Task to complete: Without the images, output every record exactly as it appears.

Data in this exercise:
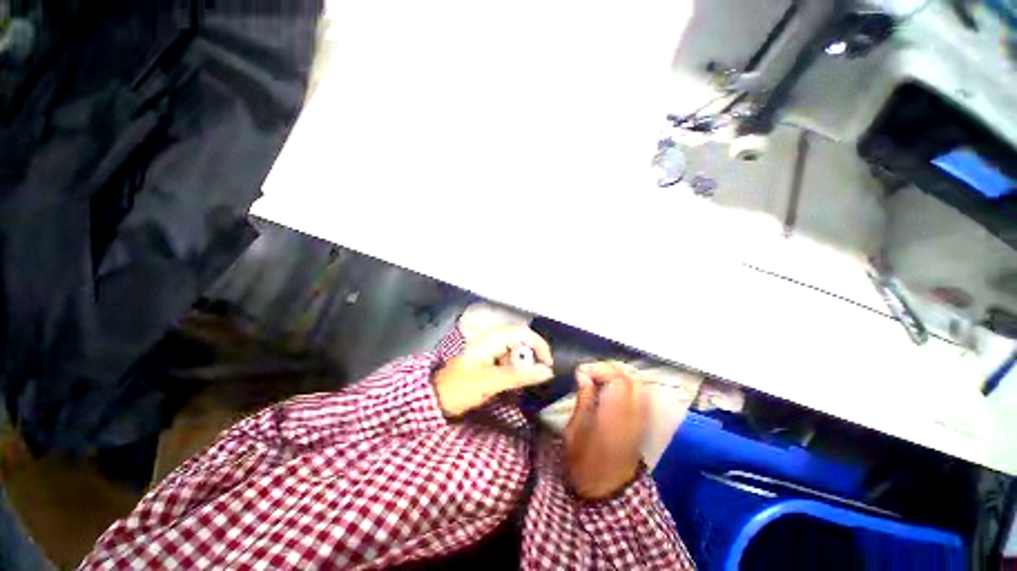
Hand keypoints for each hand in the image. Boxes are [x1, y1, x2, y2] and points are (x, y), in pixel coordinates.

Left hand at [433, 326, 553, 416]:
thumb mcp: (491, 382)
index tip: (548, 365)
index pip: (523, 333)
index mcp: (492, 339)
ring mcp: (490, 348)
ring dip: (523, 364)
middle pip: (521, 341)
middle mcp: (492, 339)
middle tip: (534, 377)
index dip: (539, 345)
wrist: (435, 398)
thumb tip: (547, 371)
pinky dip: (515, 369)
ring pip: (516, 350)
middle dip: (531, 357)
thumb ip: (519, 376)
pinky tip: (511, 381)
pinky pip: (508, 359)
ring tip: (520, 382)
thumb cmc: (461, 388)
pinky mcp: (488, 358)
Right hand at [564, 361, 646, 498]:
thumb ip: (583, 399)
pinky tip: (609, 391)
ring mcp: (640, 419)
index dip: (599, 369)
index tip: (580, 372)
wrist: (606, 492)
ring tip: (597, 380)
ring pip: (636, 385)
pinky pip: (637, 396)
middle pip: (629, 379)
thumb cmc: (584, 463)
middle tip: (588, 374)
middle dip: (607, 370)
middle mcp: (633, 415)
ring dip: (617, 377)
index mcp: (615, 416)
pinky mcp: (641, 424)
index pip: (617, 380)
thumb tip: (583, 375)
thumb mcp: (575, 430)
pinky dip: (624, 387)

Answer space:
Hand keypoints for each hand in the image. Boxes are [x1, y1, x2, y2] and points are (x, y), in pixel coordinates.

Left hand at [433, 326, 553, 416]:
thumb mcp: (491, 382)
index tip: (548, 365)
index pip: (523, 333)
index mcp: (492, 339)
ring mcp: (490, 348)
ring dip: (523, 364)
middle pip: (521, 341)
middle mcp: (492, 339)
middle tip: (534, 377)
index dip: (539, 345)
wrist: (435, 398)
thumb tip: (547, 371)
pinky dip: (515, 369)
ring pip: (516, 350)
middle dip: (531, 357)
thumb ip: (519, 376)
pinky tip: (511, 381)
pinky pip: (508, 359)
ring tip: (520, 382)
thumb cmc: (461, 388)
pinky mcp: (488, 358)
Right hand at [564, 361, 646, 498]:
thumb ip: (583, 399)
pinky tip: (609, 391)
ring mcp: (640, 419)
index dip: (599, 369)
index tip: (580, 372)
wrist: (606, 492)
ring tip: (597, 380)
ring pip: (636, 385)
pinky pip: (637, 396)
middle pip: (629, 379)
thumb cmc: (584, 463)
middle tip: (588, 374)
middle dip: (607, 370)
middle mcp: (633, 415)
ring dip: (617, 377)
index mcp: (615, 416)
pinky mcp: (641, 424)
index pip: (617, 380)
thumb tip: (583, 375)
thumb mcp: (575, 430)
pinky dip: (624, 387)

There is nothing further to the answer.